Problem to solve - Leaving the pictures aside, repeat the entries exactly.

Material provided -
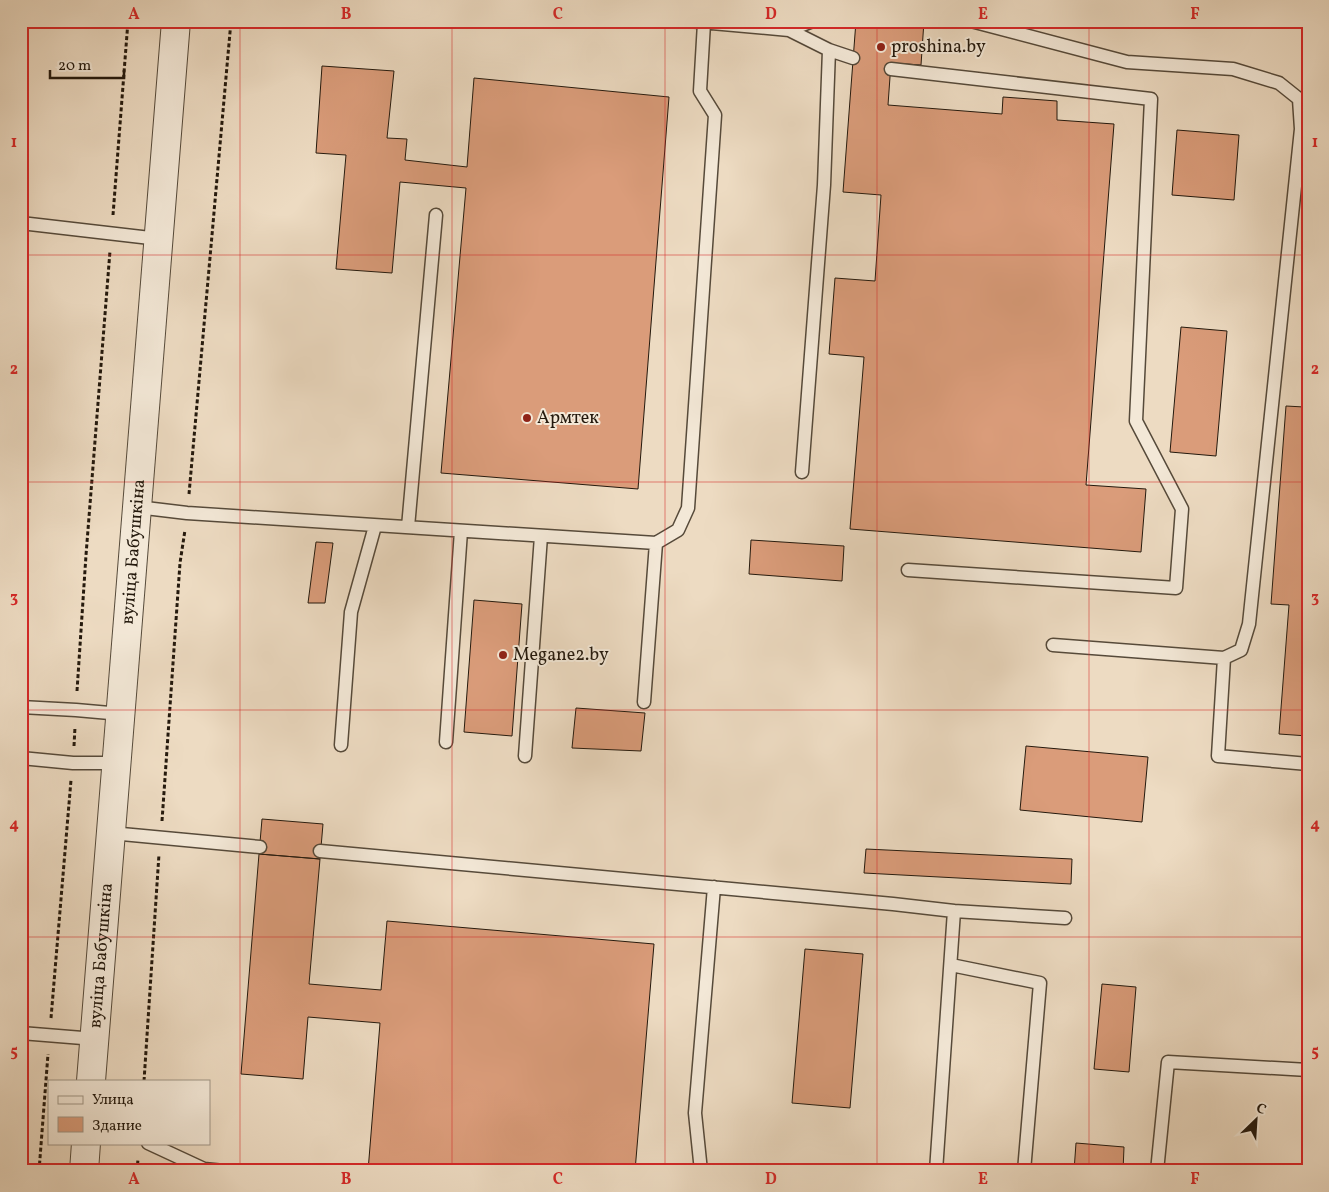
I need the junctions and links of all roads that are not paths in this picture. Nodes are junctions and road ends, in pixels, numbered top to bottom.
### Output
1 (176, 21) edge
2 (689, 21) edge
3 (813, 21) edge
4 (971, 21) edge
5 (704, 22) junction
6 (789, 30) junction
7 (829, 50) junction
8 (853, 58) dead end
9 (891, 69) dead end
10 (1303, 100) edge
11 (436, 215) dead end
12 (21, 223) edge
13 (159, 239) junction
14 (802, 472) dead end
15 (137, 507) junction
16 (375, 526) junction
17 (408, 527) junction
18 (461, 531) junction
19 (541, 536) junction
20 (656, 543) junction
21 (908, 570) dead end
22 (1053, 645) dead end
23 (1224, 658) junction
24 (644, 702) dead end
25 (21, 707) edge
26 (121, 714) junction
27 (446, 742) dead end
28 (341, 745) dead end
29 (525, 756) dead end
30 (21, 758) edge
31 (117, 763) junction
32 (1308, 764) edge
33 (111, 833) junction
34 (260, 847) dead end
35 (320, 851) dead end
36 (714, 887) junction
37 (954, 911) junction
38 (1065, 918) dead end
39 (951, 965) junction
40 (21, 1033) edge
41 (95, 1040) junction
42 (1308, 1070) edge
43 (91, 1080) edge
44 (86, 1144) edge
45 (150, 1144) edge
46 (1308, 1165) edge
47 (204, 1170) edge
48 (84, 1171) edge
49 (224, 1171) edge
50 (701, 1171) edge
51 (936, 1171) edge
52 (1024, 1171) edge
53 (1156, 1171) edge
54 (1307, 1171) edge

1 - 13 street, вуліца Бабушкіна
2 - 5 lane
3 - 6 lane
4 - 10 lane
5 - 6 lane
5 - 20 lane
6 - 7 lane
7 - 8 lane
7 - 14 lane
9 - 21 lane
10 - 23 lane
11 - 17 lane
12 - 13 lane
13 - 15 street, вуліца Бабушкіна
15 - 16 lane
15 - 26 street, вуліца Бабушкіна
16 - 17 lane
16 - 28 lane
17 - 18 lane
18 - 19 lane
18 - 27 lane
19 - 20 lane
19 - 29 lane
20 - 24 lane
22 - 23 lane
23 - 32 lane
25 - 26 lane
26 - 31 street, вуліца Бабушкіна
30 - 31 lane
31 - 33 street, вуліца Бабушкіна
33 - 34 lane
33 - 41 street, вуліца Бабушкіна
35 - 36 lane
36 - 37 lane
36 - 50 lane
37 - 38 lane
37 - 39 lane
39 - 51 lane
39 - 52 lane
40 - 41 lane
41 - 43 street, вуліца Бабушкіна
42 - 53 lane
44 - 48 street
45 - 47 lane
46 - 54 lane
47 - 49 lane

Response box -
I need the junctions and links of all roads that are not paths in this picture. Nodes are junctions and road ends, in pixels, numbered top to bottom.
### Output
1 (176, 21) edge
2 (689, 21) edge
3 (813, 21) edge
4 (971, 21) edge
5 (704, 22) junction
6 (789, 30) junction
7 (829, 50) junction
8 (853, 58) dead end
9 (891, 69) dead end
10 (1303, 100) edge
11 (436, 215) dead end
12 (21, 223) edge
13 (159, 239) junction
14 (802, 472) dead end
15 (137, 507) junction
16 (375, 526) junction
17 (408, 527) junction
18 (461, 531) junction
19 (541, 536) junction
20 (656, 543) junction
21 (908, 570) dead end
22 (1053, 645) dead end
23 (1224, 658) junction
24 (644, 702) dead end
25 (21, 707) edge
26 (121, 714) junction
27 (446, 742) dead end
28 (341, 745) dead end
29 (525, 756) dead end
30 (21, 758) edge
31 (117, 763) junction
32 (1308, 764) edge
33 (111, 833) junction
34 (260, 847) dead end
35 (320, 851) dead end
36 (714, 887) junction
37 (954, 911) junction
38 (1065, 918) dead end
39 (951, 965) junction
40 (21, 1033) edge
41 (95, 1040) junction
42 (1308, 1070) edge
43 (91, 1080) edge
44 (86, 1144) edge
45 (150, 1144) edge
46 (1308, 1165) edge
47 (204, 1170) edge
48 (84, 1171) edge
49 (224, 1171) edge
50 (701, 1171) edge
51 (936, 1171) edge
52 (1024, 1171) edge
53 (1156, 1171) edge
54 (1307, 1171) edge

1 - 13 street, вуліца Бабушкіна
2 - 5 lane
3 - 6 lane
4 - 10 lane
5 - 6 lane
5 - 20 lane
6 - 7 lane
7 - 8 lane
7 - 14 lane
9 - 21 lane
10 - 23 lane
11 - 17 lane
12 - 13 lane
13 - 15 street, вуліца Бабушкіна
15 - 16 lane
15 - 26 street, вуліца Бабушкіна
16 - 17 lane
16 - 28 lane
17 - 18 lane
18 - 19 lane
18 - 27 lane
19 - 20 lane
19 - 29 lane
20 - 24 lane
22 - 23 lane
23 - 32 lane
25 - 26 lane
26 - 31 street, вуліца Бабушкіна
30 - 31 lane
31 - 33 street, вуліца Бабушкіна
33 - 34 lane
33 - 41 street, вуліца Бабушкіна
35 - 36 lane
36 - 37 lane
36 - 50 lane
37 - 38 lane
37 - 39 lane
39 - 51 lane
39 - 52 lane
40 - 41 lane
41 - 43 street, вуліца Бабушкіна
42 - 53 lane
44 - 48 street
45 - 47 lane
46 - 54 lane
47 - 49 lane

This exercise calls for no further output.